| Required action |
Among the entries below, find each line holding "roads" and return it.

| Exercise data |

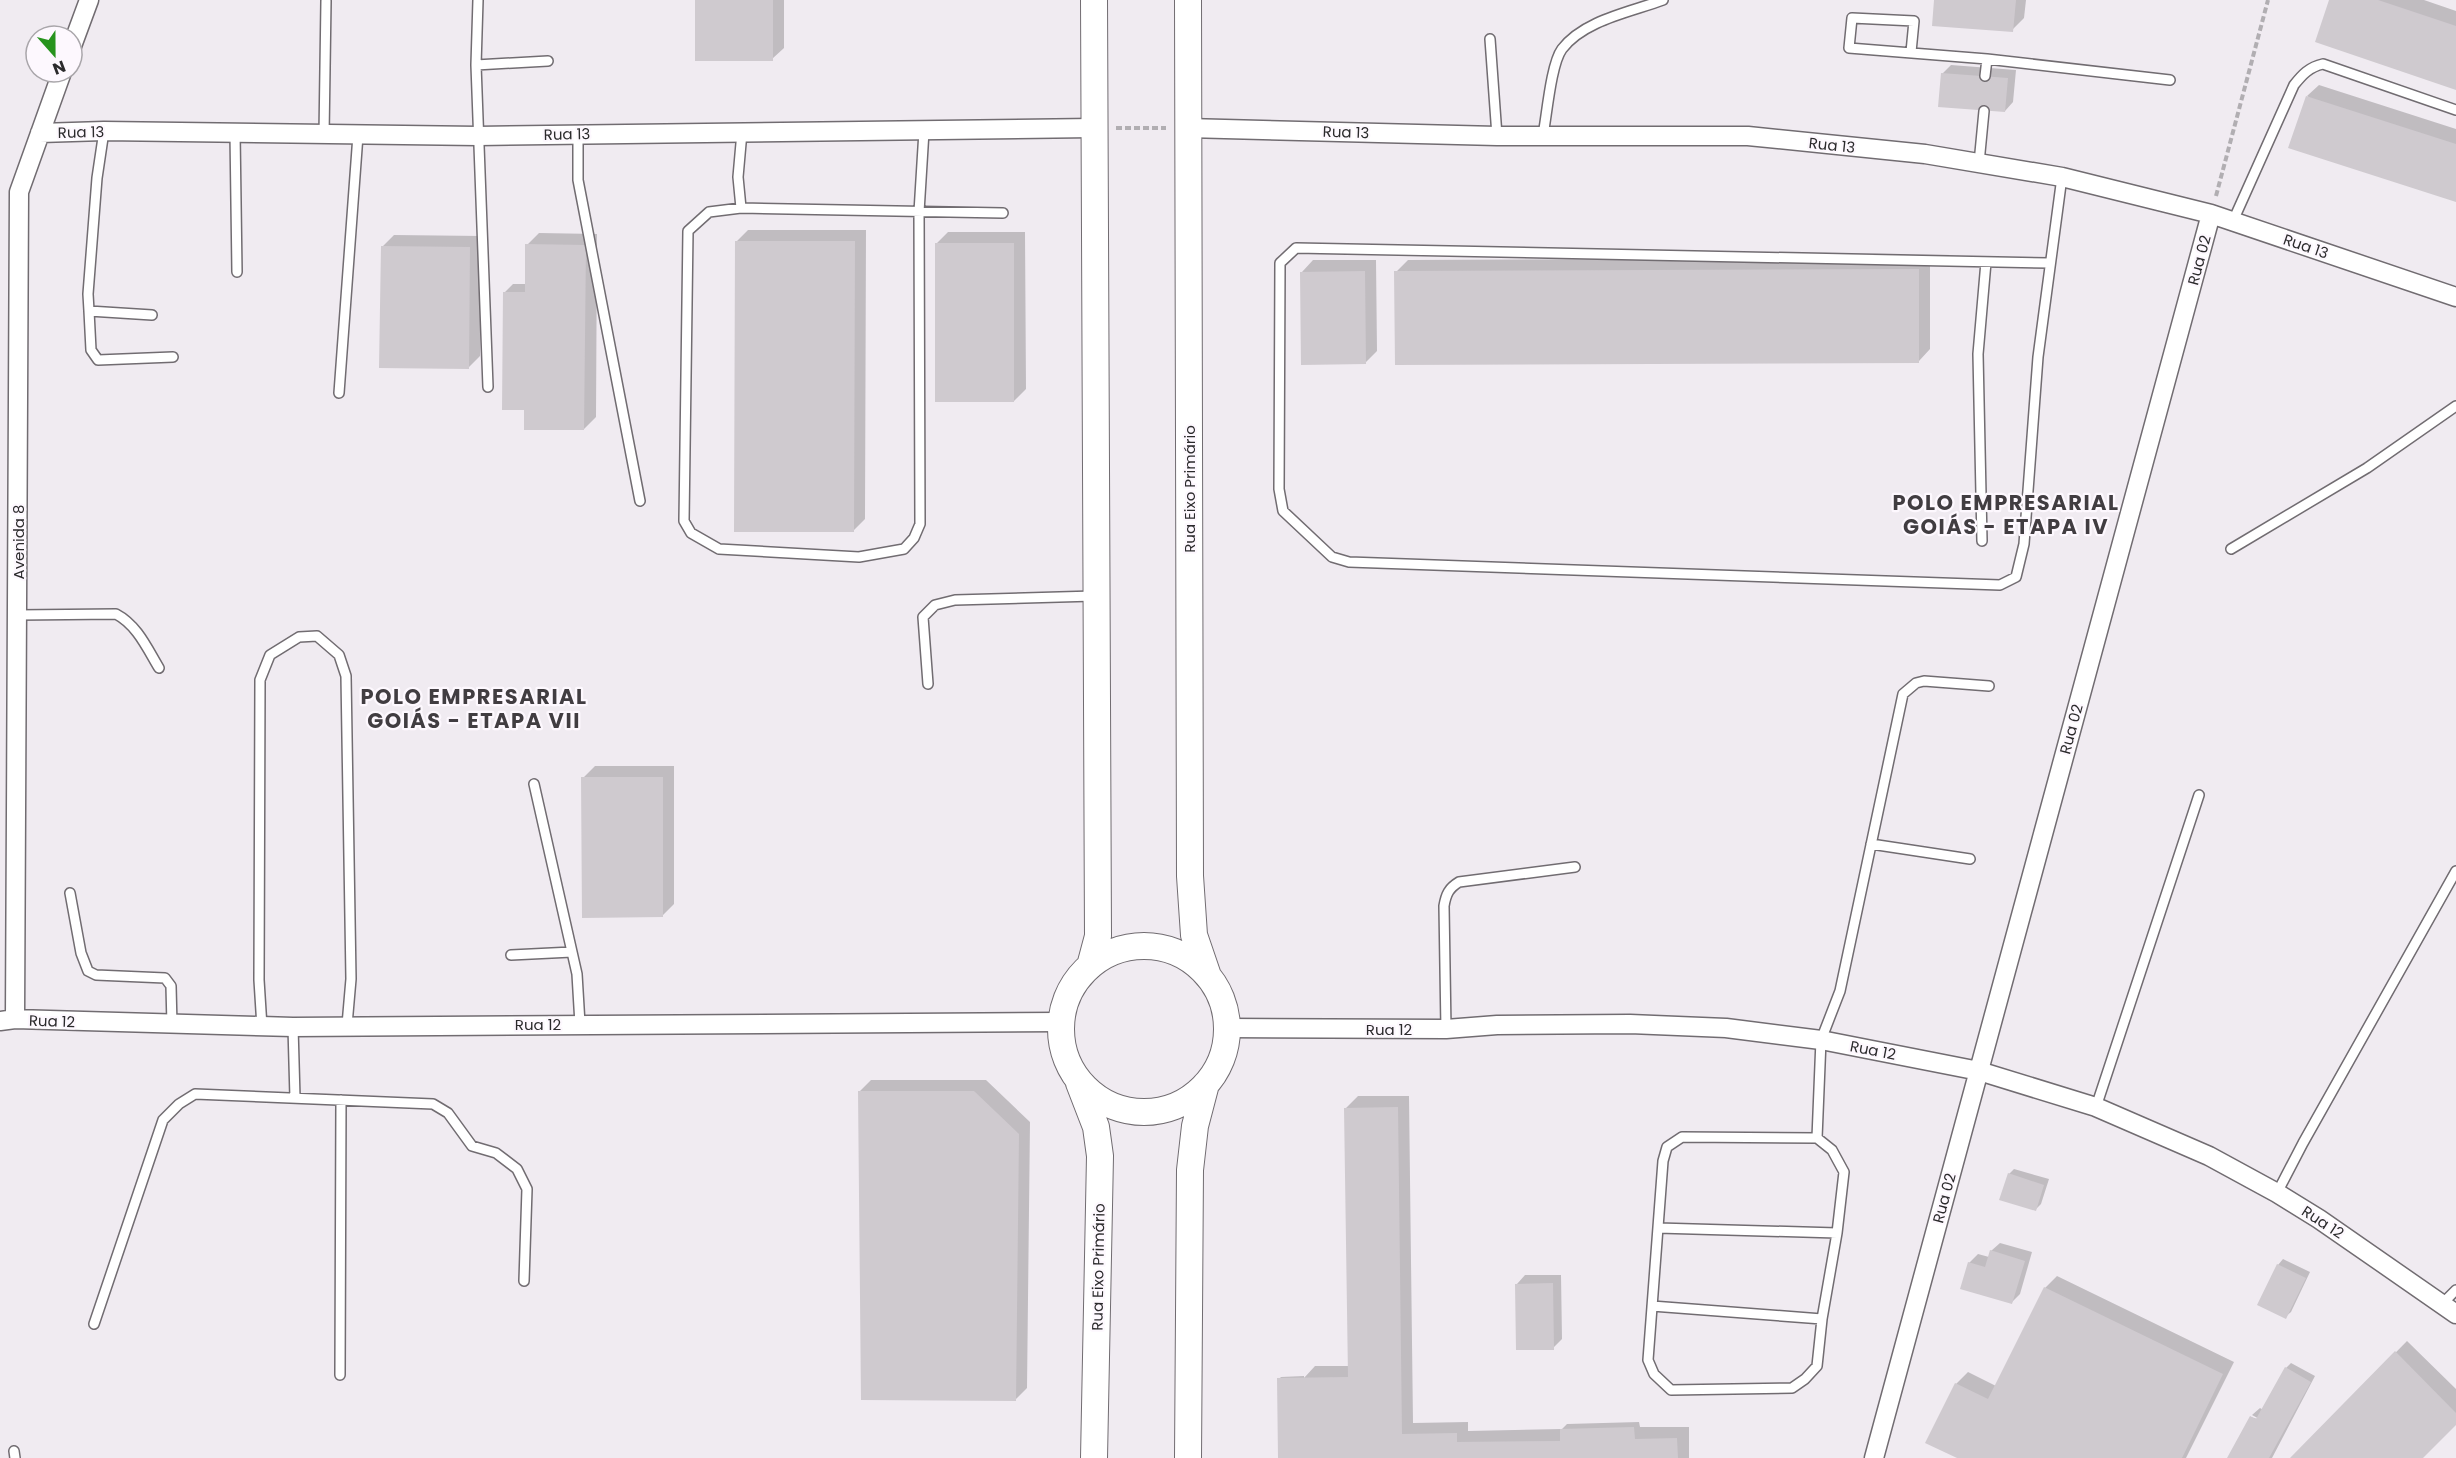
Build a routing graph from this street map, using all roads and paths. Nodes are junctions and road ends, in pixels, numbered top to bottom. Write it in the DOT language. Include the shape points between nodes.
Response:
graph roads {
  1 [pos="89,0"];
  2 [pos="478,0"];
  3 [pos="1094,0"];
  4 [pos="1188,0"];
  5 [pos="1663,0"];
  6 [pos="2268,0"];
  7 [pos="326,1"];
  8 [pos="80,24"];
  9 [pos="1490,39"];
  10 [pos="1911,52"];
  11 [pos="1987,59"];
  12 [pos="548,61"];
  13 [pos="476,65"];
  14 [pos="1985,76"];
  15 [pos="2170,80"];
  16 [pos="58,84"];
  17 [pos="1984,111"];
  18 [pos="2456,111"];
  19 [pos="1093,128"];
  20 [pos="1187,128"];
  21 [pos="104,131"];
  22 [pos="924,131"];
  23 [pos="742,132"];
  24 [pos="40,133"];
  25 [pos="235,133"];
  26 [pos="578,133"];
  27 [pos="324,135"];
  28 [pos="358,135"];
  29 [pos="1543,135"];
  30 [pos="478,136"];
  31 [pos="1497,136"];
  32 [pos="1979,163"];
  33 [pos="2062,177"];
  34 [pos="741,208"];
  35 [pos="919,212"];
  36 [pos="1003,213"];
  37 [pos="2211,214"];
  38 [pos="2233,221"];
  39 [pos="1986,262"];
  40 [pos="2049,263"];
  41 [pos="237,272"];
  42 [pos="2456,297"];
  43 [pos="89,311"];
  44 [pos="152,315"];
  45 [pos="173,357"];
  46 [pos="488,387"];
  47 [pos="339,393"];
  48 [pos="2456,406"];
  49 [pos="640,501"];
  50 [pos="1982,541"];
  51 [pos="2231,549"];
  52 [pos="1096,596"];
  53 [pos="18,615"];
  54 [pos="159,668"];
  55 [pos="928,684"];
  56 [pos="1989,686"];
  57 [pos="534,784"];
  58 [pos="2199,795"];
  59 [pos="1871,844"];
  60 [pos="1970,858"];
  61 [pos="1575,867"];
  62 [pos="2456,871"];
  63 [pos="70,893"];
  64 [pos="572,952"];
  65 [pos="511,955"];
  66 [pos="1089,966"];
  67 [pos="1208,976"];
  68 [pos="8,1020"];
  69 [pos="1061,1022"];
  70 [pos="580,1024"];
  71 [pos="172,1025"];
  72 [pos="347,1025"];
  73 [pos="262,1027"];
  74 [pos="293,1027"];
  75 [pos="1227,1028"];
  76 [pos="1446,1029"];
  77 [pos="1821,1040"];
  78 [pos="1979,1071"];
  79 [pos="1078,1080"];
  80 [pos="1206,1084"];
  81 [pos="295,1098"];
  82 [pos="341,1100"];
  83 [pos="2096,1107"];
  84 [pos="1817,1138"];
  85 [pos="2277,1193"];
  86 [pos="1658,1228"];
  87 [pos="1837,1233"];
  88 [pos="524,1281"];
  89 [pos="2456,1290"];
  90 [pos="1652,1306"];
  91 [pos="2449,1309"];
  92 [pos="1822,1319"];
  93 [pos="94,1324"];
  94 [pos="340,1375"];
  95 [pos="1094,1458"];
  96 [pos="1188,1458"];
  97 [pos="1874,1458"];
  1 -- 8 [label="street"];
  2 -- 13 [label="lane"];
  3 -- 19 [label="street"];
  4 -- 20 [label="street, Rua Eixo Primário"];
  5 -- 29 [label="lane" via="1597,24 1562,49 1555,64"];
  6 -- 37 [label="path, Rua 02"];
  7 -- 27 [label="lane"];
  9 -- 31 [label="lane"];
  10 -- 10 [label="lane" via="1849,48 1852,18 1914,21"];
  10 -- 11 [label="lane"];
  11 -- 14 [label="lane"];
  11 -- 15 [label="lane"];
  12 -- 13 [label="lane"];
  13 -- 30 [label="lane"];
  16 -- 24 [label="street, Avenida 8"];
  17 -- 32 [label="lane"];
  18 -- 38 [label="lane" via="2323,64 2316,65 2294,85"];
  19 -- 20 [label="path"];
  19 -- 22 [label="street, Rua 13"];
  19 -- 52 [label="street"];
  20 -- 31 [label="street, Rua 13"];
  20 -- 67 [label="street, Rua Eixo Primário" via="1190,876 1194,935"];
  21 -- 24 [label="street, Rua 13"];
  21 -- 25 [label="street, Rua 13"];
  21 -- 43 [label="lane" via="97,178"];
  22 -- 23 [label="street, Rua 13"];
  22 -- 35 [label="lane"];
  23 -- 26 [label="street, Rua 13"];
  23 -- 34 [label="lane" via="738,177"];
  24 -- 53 [label="street, Avenida 8" via="19,192"];
  25 -- 27 [label="street, Rua 13"];
  25 -- 41 [label="lane"];
  26 -- 30 [label="street, Rua 13"];
  26 -- 49 [label="lane" via="578,180"];
  27 -- 28 [label="street, Rua 13"];
  28 -- 30 [label="street, Rua 13"];
  28 -- 47 [label="lane"];
  29 -- 31 [label="street, Rua 13"];
  29 -- 32 [label="street, Rua 13" via="1748,136"];
  30 -- 46 [label="lane"];
  32 -- 33 [label="street, Rua 13"];
  33 -- 37 [label="street, Rua 13"];
  33 -- 40 [label="lane"];
  34 -- 35 [label="lane"];
  34 -- 35 [label="lane" via="709,212 688,231 684,520 691,533 719,549 859,557 904,549 920,524"];
  35 -- 36 [label="lane"];
  37 -- 38 [label="street, Rua 13"];
  37 -- 78 [label="street, Rua 02"];
  38 -- 42 [label="street, Rua 13"];
  39 -- 40 [label="lane"];
  39 -- 40 [label="lane" via="1296,248 1280,263 1279,489 1284,511 1317,546 1332,557 1349,562 2000,585 2016,578 2024,544"];
  39 -- 50 [label="lane" via="1978,354"];
  43 -- 44 [label="lane"];
  43 -- 45 [label="lane" via="92,350 98,360"];
  48 -- 51 [label="lane" via="2367,468"];
  52 -- 55 [label="lane" via="955,600 935,605 923,617"];
  52 -- 66 [label="street" via="1098,936"];
  53 -- 54 [label="lane" via="116,614 135,630"];
  53 -- 68 [label="street, Avenida 8"];
  56 -- 59 [label="lane" via="1924,681 1903,694"];
  57 -- 64 [label="lane"];
  58 -- 83 [label="lane"];
  59 -- 60 [label="lane"];
  59 -- 77 [label="lane" via="1840,991"];
  61 -- 76 [label="lane" via="1451,886 1444,906"];
  62 -- 85 [label="lane"];
  63 -- 71 [label="lane" via="88,971 96,975 165,978 171,986"];
  64 -- 65 [label="lane"];
  64 -- 70 [label="lane"];
  66 -- 67 [label="street" via="1112,952 1138,946 1164,948 1189,959"];
  66 -- 69 [label="street" via="1065,1001"];
  67 -- 75 [label="street" via="1219,992"];
  68 -- 71 [label="street, Rua 12"];
  69 -- 70 [label="street, Rua 12"];
  69 -- 79 [label="street" via="1064,1052"];
  70 -- 72 [label="street, Rua 12"];
  71 -- 73 [label="street, Rua 12"];
  72 -- 73 [label="lane" via="351,979 346,676 339,655 317,636 299,637 270,655 260,680"];
  72 -- 74 [label="street, Rua 12"];
  73 -- 74 [label="street, Rua 12"];
  74 -- 81 [label="lane"];
  75 -- 76 [label="street, Rua 12"];
  75 -- 80 [label="street" via="1218,1067"];
  76 -- 77 [label="street, Rua 12" via="1630,1024 1726,1028"];
  77 -- 78 [label="street, Rua 12"];
  77 -- 84 [label="lane"];
  78 -- 83 [label="street, Rua 12"];
  78 -- 97 [label="street, Rua 02"];
  79 -- 80 [label="street" via="1110,1104 1141,1112 1165,1109 1188,1100"];
  79 -- 95 [label="street, Rua Eixo Primário" via="1096,1127 1100,1156"];
  80 -- 96 [label="street" via="1195,1126 1190,1170"];
  81 -- 82 [label="lane"];
  81 -- 93 [label="lane" via="195,1094 164,1120"];
  82 -- 88 [label="lane" via="433,1104 448,1113 472,1146 496,1153 517,1169 527,1189"];
  82 -- 94 [label="lane"];
  83 -- 85 [label="street, Rua 12" via="2209,1156"];
  84 -- 86 [label="lane" via="1682,1137 1667,1147 1663,1161"];
  84 -- 87 [label="lane" via="1832,1150 1844,1172"];
  85 -- 91 [label="street, Rua 12"];
  86 -- 87 [label="lane"];
  86 -- 90 [label="lane"];
  87 -- 92 [label="lane"];
  89 -- 91 [label="lane"];
  90 -- 92 [label="lane"];
  90 -- 92 [label="lane" via="1648,1360 1654,1374 1671,1390 1792,1388 1817,1366"];
}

| Written reply |
Build a routing graph from this street map, using all roads and paths. Nodes are junctions and road ends, in pixels, numbered top to bottom. Write it in the DOT language. Include the shape points between nodes.
graph roads {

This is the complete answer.